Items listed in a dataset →
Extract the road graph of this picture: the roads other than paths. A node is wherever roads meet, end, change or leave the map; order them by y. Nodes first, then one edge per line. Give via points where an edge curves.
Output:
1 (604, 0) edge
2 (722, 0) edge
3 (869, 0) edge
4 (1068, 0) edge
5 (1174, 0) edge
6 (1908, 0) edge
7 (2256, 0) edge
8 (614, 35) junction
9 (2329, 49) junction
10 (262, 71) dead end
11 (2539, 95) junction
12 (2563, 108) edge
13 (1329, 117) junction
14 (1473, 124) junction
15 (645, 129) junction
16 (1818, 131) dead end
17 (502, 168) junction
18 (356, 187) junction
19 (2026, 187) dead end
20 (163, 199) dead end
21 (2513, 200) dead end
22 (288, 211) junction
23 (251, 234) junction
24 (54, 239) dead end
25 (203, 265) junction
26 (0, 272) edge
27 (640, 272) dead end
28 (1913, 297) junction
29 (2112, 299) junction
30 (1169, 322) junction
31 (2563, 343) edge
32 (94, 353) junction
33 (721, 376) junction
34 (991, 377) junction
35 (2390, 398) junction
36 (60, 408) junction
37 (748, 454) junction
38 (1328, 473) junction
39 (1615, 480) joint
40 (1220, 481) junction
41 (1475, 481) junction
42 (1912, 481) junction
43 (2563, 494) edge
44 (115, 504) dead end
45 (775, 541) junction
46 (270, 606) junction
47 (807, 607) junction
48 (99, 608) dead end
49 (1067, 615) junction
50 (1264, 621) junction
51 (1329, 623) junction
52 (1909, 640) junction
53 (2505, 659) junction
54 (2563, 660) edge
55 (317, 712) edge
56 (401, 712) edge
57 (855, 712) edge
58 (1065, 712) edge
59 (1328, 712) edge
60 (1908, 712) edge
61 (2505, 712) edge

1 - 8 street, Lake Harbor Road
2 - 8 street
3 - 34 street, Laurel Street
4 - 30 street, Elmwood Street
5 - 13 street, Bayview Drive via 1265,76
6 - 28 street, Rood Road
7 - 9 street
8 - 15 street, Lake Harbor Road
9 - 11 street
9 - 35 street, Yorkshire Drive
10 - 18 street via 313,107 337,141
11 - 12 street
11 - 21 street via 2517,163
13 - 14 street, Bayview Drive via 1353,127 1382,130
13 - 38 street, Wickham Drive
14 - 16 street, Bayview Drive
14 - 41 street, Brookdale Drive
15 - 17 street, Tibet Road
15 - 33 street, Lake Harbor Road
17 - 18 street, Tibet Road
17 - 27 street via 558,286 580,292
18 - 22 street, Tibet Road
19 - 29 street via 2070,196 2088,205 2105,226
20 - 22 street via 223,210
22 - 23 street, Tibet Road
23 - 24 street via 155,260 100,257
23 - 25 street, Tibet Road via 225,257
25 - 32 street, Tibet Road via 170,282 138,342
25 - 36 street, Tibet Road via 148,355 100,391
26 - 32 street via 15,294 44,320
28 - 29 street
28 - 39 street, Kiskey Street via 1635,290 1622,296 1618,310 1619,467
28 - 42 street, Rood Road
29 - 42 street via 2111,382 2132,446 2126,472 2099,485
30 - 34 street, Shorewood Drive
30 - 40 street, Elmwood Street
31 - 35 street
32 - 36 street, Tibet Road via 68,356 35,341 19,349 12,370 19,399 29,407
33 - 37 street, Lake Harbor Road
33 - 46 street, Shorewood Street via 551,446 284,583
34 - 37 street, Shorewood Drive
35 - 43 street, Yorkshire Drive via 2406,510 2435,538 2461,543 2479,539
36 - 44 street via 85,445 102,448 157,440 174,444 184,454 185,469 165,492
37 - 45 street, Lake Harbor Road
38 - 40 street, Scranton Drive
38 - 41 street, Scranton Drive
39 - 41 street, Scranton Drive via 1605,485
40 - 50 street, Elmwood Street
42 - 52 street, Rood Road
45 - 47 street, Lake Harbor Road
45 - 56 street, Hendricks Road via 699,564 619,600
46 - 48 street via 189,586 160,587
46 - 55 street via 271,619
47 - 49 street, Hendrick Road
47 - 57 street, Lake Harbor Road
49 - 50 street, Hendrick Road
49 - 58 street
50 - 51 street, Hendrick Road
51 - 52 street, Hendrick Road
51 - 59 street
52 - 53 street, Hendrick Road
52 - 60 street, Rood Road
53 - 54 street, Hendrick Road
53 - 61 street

PROBLEM REQUIREMENTS →
Going through the entries above line by line, work out how many lines include the word "Harbor". Only the number is required.

TASK RESPONSE →
7